Situation Overview and Humanitarian Needs
Refugees: In September, Uganda received over 8,000 refugees from the Democratic Republic of the Congo (DRC) and nearly 2,000 refugees from South Sudan according to the UN Refugee Agency (UNHCR). Uganda continues to be home to over 1.5 million refugees, with over 1.1 million refugees from South Sudan, about 300,000 from the DRC, 40,000 from Burundi, and nearly 40,000 from Somalia, among other countries.
A total of 1,011,996 refugees have so far been verified in a refugee verification exercise initiated by the Prime Minister of Uganda and the UN High Commissioner for Refugees in March 2018. The exercise is set to be completed by the end of 2018.
The First Lady and Minister for Education and Sports, Hon. Janet Kataaha Museveni launched the 2018 – 2021 Education Response Plan for Refugees and Host Communities in Uganda on 14 September 2018. The plan is aimed at ensuring improved learning outcomes amongst the increasing numbers of refugee and host community children and adolescents across Uganda. Different stakeholders including the Ministry of Education and Sports, donors, civil society organizations and United Nations agencies contributed towards the production and launch of the plan.

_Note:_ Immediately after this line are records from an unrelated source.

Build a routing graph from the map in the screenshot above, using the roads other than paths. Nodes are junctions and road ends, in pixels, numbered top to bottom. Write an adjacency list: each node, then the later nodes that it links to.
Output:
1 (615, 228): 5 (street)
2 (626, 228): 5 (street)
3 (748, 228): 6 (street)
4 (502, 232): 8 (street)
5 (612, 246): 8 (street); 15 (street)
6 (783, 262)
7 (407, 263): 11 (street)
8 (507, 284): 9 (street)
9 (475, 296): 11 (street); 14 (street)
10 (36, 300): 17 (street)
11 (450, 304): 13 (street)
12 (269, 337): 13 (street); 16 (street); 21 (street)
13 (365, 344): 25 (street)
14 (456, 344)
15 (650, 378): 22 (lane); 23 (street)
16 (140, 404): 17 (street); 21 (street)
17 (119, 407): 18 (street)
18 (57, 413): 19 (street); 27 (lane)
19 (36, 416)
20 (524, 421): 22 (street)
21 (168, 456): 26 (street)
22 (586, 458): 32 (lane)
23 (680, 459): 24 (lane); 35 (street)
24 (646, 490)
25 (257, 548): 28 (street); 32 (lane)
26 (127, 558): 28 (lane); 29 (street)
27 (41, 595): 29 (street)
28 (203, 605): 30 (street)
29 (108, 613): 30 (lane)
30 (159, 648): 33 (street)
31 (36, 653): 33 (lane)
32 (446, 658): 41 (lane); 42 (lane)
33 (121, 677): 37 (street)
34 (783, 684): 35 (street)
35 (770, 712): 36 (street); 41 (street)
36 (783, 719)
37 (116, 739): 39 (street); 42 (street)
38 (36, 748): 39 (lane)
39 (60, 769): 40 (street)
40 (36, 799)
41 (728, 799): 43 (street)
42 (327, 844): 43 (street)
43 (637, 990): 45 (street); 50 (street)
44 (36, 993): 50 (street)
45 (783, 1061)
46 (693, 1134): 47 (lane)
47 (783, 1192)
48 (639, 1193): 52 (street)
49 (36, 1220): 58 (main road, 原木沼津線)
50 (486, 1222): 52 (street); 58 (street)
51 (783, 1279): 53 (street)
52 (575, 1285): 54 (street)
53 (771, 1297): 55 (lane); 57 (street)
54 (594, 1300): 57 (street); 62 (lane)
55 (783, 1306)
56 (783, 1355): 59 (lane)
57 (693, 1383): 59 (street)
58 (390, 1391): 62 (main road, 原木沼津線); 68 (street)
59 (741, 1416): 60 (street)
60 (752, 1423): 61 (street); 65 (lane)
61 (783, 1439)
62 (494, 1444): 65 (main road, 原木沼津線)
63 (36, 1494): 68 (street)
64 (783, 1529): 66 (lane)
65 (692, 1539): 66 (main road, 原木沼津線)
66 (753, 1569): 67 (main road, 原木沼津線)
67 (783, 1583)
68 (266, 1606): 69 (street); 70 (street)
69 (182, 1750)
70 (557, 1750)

The REACH Initiative with Uganda’s Office of the Prime Minister (OPM) and UNHCR led a Joint Multi-Sector Needs Assessment (JMSNA) of refugees and host communities in Uganda. Findings included refugee identification for the purposes of targeted interventions and key population groups in specific areas with high levels of needs by sector and across sectors. The three regions analyzed include Midwest (Kiryandongo, Hoima), Northwest (Arua, Adjumani, Koboko, Lobule,
Moyo, Yumbe), and Southwest (Isingiro, Kamwenge, Kyegegwa).